━━━ Supplied data

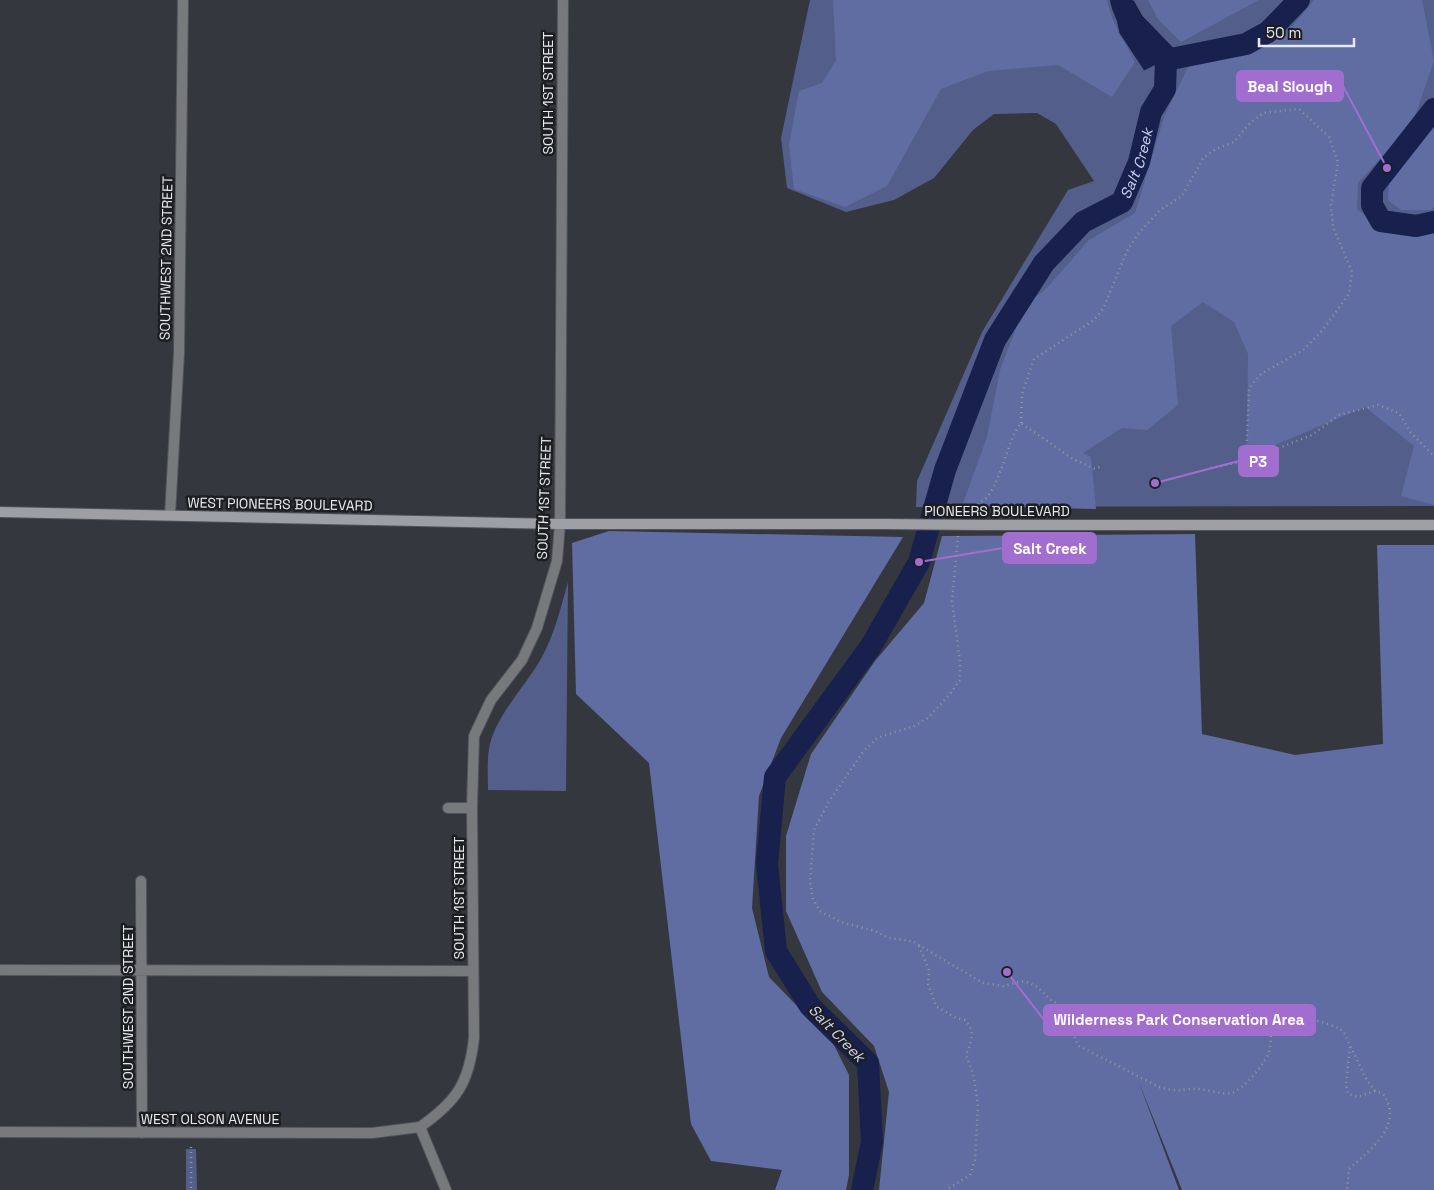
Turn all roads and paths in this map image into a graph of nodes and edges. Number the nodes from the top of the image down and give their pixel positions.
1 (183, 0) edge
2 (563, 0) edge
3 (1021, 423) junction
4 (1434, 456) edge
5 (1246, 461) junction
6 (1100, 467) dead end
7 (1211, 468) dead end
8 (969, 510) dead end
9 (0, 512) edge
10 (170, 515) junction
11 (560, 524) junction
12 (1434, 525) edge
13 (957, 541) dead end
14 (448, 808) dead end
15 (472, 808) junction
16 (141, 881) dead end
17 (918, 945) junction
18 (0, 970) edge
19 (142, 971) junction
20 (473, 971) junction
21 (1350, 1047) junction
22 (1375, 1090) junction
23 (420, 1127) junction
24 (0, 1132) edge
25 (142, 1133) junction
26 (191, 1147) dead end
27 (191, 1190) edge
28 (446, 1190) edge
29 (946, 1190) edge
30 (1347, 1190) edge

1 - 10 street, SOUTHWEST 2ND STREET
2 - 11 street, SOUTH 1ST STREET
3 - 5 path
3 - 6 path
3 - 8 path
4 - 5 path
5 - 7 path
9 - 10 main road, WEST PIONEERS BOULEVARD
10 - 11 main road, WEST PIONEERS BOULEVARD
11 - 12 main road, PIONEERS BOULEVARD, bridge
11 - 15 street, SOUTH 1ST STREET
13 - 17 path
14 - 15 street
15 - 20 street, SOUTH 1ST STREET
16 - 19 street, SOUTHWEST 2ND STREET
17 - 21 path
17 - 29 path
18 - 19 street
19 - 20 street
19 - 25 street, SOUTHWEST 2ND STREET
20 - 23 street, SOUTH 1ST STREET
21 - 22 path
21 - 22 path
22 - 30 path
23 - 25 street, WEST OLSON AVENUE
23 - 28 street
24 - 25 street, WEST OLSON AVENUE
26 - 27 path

━━━━━━

◆ Brief ◆
After identifying the lines above that contain "main", copy each one.

◆ Response ◆
9 - 10 main road, WEST PIONEERS BOULEVARD
10 - 11 main road, WEST PIONEERS BOULEVARD
11 - 12 main road, PIONEERS BOULEVARD, bridge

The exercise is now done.